Главная » Статьи » Мой компьютер

АНАЛИЗ СОСТОЯНИЯ ОПЕРАЦИОННОЙ СИСТЕМЫ И СИСТЕМНЫХ СОБЫТИЙ

    АНАЛИЗ СОСТОЯНИЯ ОПЕРАЦИОННОЙ СИСТЕМЫ И СИСТЕМНЫХ СОБЫТИЙ

        В ходе разработки операционных систем семейства Windows представители компании Microsoft всегда уделяли особое внимание надежности и безопасности своих систем, и в этом  необходимо отдать им должное. Под «безопасностью системы» подразумевается не только ее защищенность от взлома посторонними лицами (кстати, тут они не всегда были на высоте), но, в первую очередь, защищенность системных файлов и файлов реестра. С целью обеспечения надежности и безопасности операционных систем семейства Windows разработчики включили в их состав систему аудита, позволяющую контролировать, производить оценку и прогнозировать их состояние.

        Аудит операционной системы семейства Windows – это процесс, предназначенный для обнаружения и регистрации событий, происходящих в системе, для проведения последующего анализа. Система аудита, встроенная в ОС Windows, позволяет фиксировать большинство событий, происходящих в ней, а сами события регистрируются в специальных журналах Windows. Следует отметить, что информация, которая регистрируется в вышеуказанных журналах, порядок настройки регистрируемых параметров и порядок анализа событий, происходящих в системе, зависят от типа операционной системы. Например, для операционных систем Windows XP  фиксация событий, влияющих на безопасность системы, возможна только после активации хотя бы одного из параметров, подлежащих контролю. А в более поздних вариантах операционных систем некоторые события безопасности регистрируются постоянно, независимо от настроек аудита.
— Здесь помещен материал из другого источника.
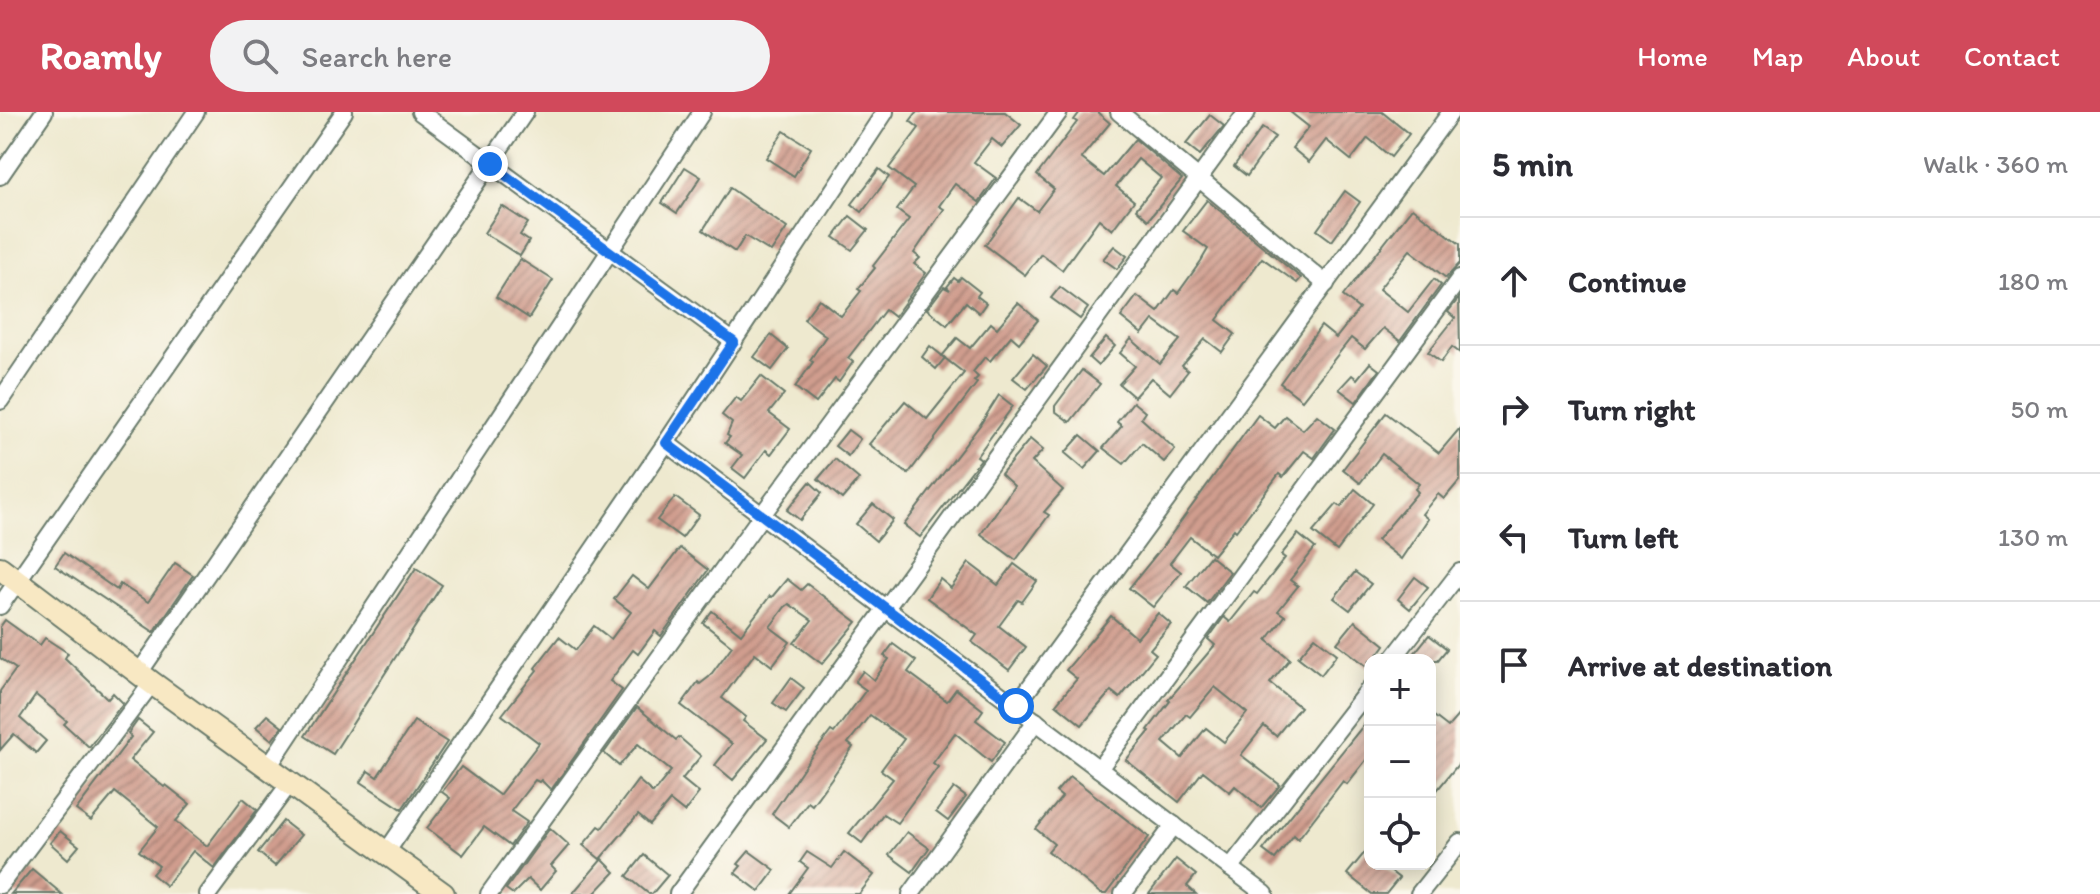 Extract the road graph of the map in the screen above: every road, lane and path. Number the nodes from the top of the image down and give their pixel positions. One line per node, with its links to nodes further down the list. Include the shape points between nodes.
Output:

        Типы событий операционных систем

        В операционных системах семейства Windows существует несколько журналов, в которые записывается большинство событий, происходящих в системе. При этом некоторые события записываются автоматически, а регистрацию других (в основном, касающихся безопасности системы) необходимо активировать и настраивать. Событиями можно назвать любые изменения состояния операционной системы. К ним относятся запуск системы (компьютера), вход в систему любого пользователя, любые процессы, запускаемые или отключаемые в операционных системах, попытка доступа к системным файлам и защищенным файлам реестра и многое другое. События подразделяются на типы, к которым относятся: а) информация, б) предупреждение и в) ошибка. Кроме этого, существуют еще такие события, как «Успешный аудит» и «Неуспешный аудит». Последние два типа событий предназначены для специалистов, обеспечивающих контроль безопасности системы, и в данной статье будут рассмотрены только в части, касающейся активации параметров «Журнала безопасности Windows».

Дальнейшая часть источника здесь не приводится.